After the space conquest in the 1950s, a new technological and scientific race is underway: the one towards the quantum supremacy. After leaks in September, Google engineers and researchers at the University of Santa Barbara said they reached this milestone by performing a calculation with a quantum processor in just over three minutes (200 seconds) that would have taken 10,000 years to the most powerful of the current supercomputers. But his big American competitor, IBM, relativizes the announcement, saying that the calculation can be done in three days with a traditional computer. The White House, it has already blew champagne, very happy ahead of China, which invests massive resources in quantum computing.
What is quantum supremacy?
A reminder for all of us mortals, quantum computing is based on the principle of superposition. Instead of using bits that can only take two values (0 and 1), quantum processors use qubits that, at the microscopic scale and under extreme cold conditions, have an infinity of possible states (such as the Schrödinger cat both dead and alive). "It is a parallelism that allows for multiple calculations at once," summarizes Jean-Paul Delahaye, researcher in computer science. "Quantum supremacy" is a concept that dates back to the 1980s.

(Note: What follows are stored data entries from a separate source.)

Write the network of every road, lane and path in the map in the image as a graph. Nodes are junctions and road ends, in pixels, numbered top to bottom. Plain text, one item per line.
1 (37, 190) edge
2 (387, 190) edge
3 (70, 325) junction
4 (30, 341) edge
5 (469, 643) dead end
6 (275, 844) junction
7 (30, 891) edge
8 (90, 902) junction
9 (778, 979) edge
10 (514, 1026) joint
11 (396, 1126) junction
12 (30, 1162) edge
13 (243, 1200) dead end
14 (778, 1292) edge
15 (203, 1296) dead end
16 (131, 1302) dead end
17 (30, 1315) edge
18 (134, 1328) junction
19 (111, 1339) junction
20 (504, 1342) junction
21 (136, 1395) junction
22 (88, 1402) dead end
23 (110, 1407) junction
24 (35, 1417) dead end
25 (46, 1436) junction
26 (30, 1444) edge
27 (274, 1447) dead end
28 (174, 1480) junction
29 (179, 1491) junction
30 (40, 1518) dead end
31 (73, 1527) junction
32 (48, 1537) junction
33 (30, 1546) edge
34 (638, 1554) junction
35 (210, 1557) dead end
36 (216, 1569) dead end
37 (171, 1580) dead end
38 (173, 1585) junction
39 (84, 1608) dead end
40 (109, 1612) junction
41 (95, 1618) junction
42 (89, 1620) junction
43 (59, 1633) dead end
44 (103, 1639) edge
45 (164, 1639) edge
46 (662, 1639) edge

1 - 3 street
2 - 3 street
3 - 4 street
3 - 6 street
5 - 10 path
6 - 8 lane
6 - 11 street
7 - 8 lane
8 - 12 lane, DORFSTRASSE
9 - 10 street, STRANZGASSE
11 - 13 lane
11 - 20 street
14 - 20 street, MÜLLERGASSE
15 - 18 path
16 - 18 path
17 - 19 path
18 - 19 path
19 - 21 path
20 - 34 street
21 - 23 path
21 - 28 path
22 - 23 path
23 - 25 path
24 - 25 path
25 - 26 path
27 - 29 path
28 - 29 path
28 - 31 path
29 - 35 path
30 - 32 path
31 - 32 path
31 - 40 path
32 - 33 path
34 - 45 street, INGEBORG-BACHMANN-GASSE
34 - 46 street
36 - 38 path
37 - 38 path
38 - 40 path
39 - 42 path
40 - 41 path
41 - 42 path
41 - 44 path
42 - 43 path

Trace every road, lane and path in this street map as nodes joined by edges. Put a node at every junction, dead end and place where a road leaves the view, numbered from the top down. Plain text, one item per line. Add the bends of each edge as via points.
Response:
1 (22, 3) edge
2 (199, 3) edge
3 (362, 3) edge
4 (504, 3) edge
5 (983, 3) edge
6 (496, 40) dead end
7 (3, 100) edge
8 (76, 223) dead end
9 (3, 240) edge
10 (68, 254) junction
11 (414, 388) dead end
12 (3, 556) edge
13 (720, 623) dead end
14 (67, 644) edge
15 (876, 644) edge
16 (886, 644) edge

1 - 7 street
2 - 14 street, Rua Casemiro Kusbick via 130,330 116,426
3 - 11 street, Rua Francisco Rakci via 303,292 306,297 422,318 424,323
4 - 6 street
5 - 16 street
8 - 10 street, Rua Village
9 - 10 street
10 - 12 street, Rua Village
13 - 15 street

This is the point at which quantum computers will be able to solve problems that would take too much time for traditional computers, thanks to a sufficient number of qubits.
Has Google reached this milestone?
Google responds in the affirmative, because according to its measurements, its processor Sycomore, which counts 54 qubits, realized 300 seconds a calculation which would have taken 10,000 years at most powerful supercomputers current. But IBM does not agree, saying that by coupling large amounts of storage and RAM, the calculation would take only 2.5 days, not 10,000 years. Until experts decide, it should be noted that the calculation chosen by Google, which is linked to a generation of random numbers, can not be generalized to other tasks such as the factorization of large numbers. We are far from a universal quantum computer capable of performing various calculations. In an editorial, Nature specifies that it will probably be one or more decades before quantum computers have an impact on our daily lives.
What will it serve?
Google, for its part, compares its breakthrough to the Wright brothers' first powered flight in 1903, which lasted only 12 seconds. It is, in short, a proof of concept. What will be its practical applications? According to Google, quantum computing could advance artificial intelligence at high speed. Advances in molecular modeling are already paving the way for new materials to design more efficient batteries, or catalysts that reduce carbon emissions during fertilizer manufacturing. Quantum computers could also disrupt cryptography and render obsolete our credit cards, which rely on the RSA algorithm to secure transactions. To counter this threat, research in resistant cryptography has already taken the lead. "It is even more advanced than the quantum computer," says physicist Daniel Hennequin.